C-manship: The Mystery of Compile and Link

C-MANSHIP

THE MYSTERY OF COMPILE AND LINK

BY CLAYTON WALNUM

A couple off months ago, someone came up to me at a users' group meeting and suggested a topic for C-manship. He told me that, though he had no problem getting the example programs presented in C-manship up and running, he was still confused about what actually goes on during a compilation and link. He also was confused about the different types of files we must manipulate when programming in C—specifically .O and .H files.
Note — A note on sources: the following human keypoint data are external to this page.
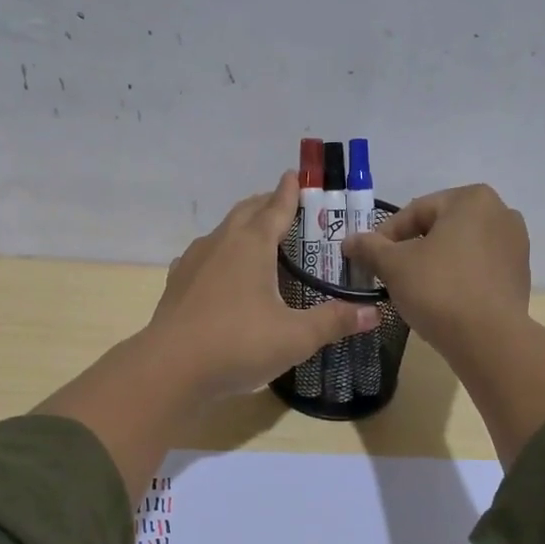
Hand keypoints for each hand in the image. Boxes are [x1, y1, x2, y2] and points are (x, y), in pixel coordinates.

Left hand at [148, 171, 377, 401]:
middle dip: (265, 203)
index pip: (275, 208)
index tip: (295, 175)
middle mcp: (221, 243)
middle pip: (246, 212)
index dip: (289, 192)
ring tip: (256, 235)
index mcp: (252, 245)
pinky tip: (220, 269)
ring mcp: (194, 261)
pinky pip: (203, 256)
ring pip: (222, 231)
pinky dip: (219, 253)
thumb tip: (374, 314)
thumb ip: (334, 321)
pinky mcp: (178, 282)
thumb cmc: (238, 344)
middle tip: (282, 204)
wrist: (170, 368)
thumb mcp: (295, 337)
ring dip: (241, 225)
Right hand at [343, 184, 529, 358]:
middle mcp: (501, 213)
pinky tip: (442, 302)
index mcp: (472, 199)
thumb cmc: (438, 289)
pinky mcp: (520, 275)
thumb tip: (349, 241)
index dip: (386, 236)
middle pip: (440, 228)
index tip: (370, 259)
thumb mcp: (393, 265)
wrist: (488, 340)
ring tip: (414, 289)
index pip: (415, 212)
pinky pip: (478, 269)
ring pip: (460, 249)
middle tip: (390, 274)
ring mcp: (516, 245)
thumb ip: (369, 247)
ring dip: (435, 263)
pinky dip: (458, 279)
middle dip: (413, 248)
As I thought about what this person had told me, I realized that, though we discussed compilation and linking briefly when C-manship first started, we never did actually explore the process in detail. This month we're going to make up for that lack. We're going to find out exactly what happens during a compilation and link, and discuss the differences between the various files that we use during this process.

Stating the obvious

There is one thing that we all have to know before we can go any further with this topic. To some, what I'm about to say may be an obvious fact; to others it may come as a revelation. But whatever group you may fall into, this fact is essential in understanding how your C compiler actually works.

Fact: Every computer understands only one language: machine language. And every program, no matter what language it's written in, must sooner or later be reduced to machine language.
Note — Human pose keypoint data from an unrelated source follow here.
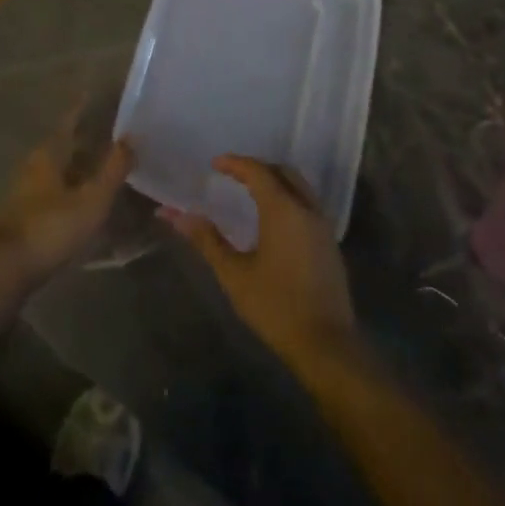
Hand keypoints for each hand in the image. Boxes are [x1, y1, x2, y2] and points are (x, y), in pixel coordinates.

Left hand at [0, 114, 131, 291]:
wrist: (4, 272)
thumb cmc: (50, 228)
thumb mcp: (91, 199)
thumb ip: (113, 169)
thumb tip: (132, 136)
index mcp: (49, 154)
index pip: (69, 121)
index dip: (82, 108)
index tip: (96, 94)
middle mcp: (35, 167)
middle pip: (63, 145)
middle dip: (85, 138)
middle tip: (111, 132)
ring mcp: (27, 194)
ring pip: (59, 170)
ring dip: (80, 166)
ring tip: (105, 165)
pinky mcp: (26, 218)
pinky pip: (56, 192)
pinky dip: (74, 189)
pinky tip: (88, 200)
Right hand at [165, 156, 358, 377]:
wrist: (325, 342)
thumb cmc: (275, 306)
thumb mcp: (234, 274)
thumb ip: (207, 240)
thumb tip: (174, 214)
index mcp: (283, 210)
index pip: (258, 172)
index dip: (236, 163)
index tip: (215, 163)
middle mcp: (306, 208)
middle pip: (283, 172)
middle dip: (258, 167)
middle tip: (233, 174)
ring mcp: (322, 225)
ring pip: (299, 186)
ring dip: (276, 180)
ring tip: (251, 190)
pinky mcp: (330, 242)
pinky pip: (307, 203)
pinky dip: (289, 196)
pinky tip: (274, 217)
Of course, to completely understand the above fact, we must know exactly what machine language is. If you were to get a listing of a machine-language program, what you would have would be a long list of numbers. There would be no variable names, no labels of any kind, no strings of characters: nothing but numbers. Those numbers represent the instructions the machine understands and the data it needs to perform those instructions. And if we wanted to get very literal about all this, the numbers in our list would all be binary numbers—that is, consisting of nothing but zeros and ones. Usually, to make things easier for the programmer, "memory dumps" produce listings in hexadecimal format.

How a program is converted to machine code varies with the language you may be using. For example, when you run an uncompiled BASIC program, each statement in the program is converted into machine language as it's encountered, rather than the whole program being converted at once. This is why BASIC programs are so slow. BASIC is an example of an "interpreted" language.

Assembly-language programs are as close to machine language as you can get. Each assembly-language statement represents a single machine-language instruction. For this reason, many people confuse the terms "assembly language" and "machine language," but they are really not the same. Assembly language uses mnemonics (easy-to-remember names) for each of the machine-language instructions to make it easier for programmers to remember them. An assembly-language program is not interpreted; it is "assembled." During the assembly process, each of the mnemonics is converted to its machine-language equivalent.

Finally, we get to "compiled" languages, of which C is one. When a program is compiled, all the instructions in the source code are converted into machine language, so that we end up with a runnable program—one that doesn't need to be interpreted. That's why C programs run faster than BASIC programs. Of course, before we have a runnable module, we have to do some linking. We'll get to that in a moment.

Compilation

What exactly goes on during a compilation depends on the compiler you're using. There are really no set rules, except that it's the compiler's responsibility to take the source code and turn it into object code, the machine-language version of the program. To accomplish this, some compilers make several "passes" over the source code, while others, such as Megamax C, make only one pass.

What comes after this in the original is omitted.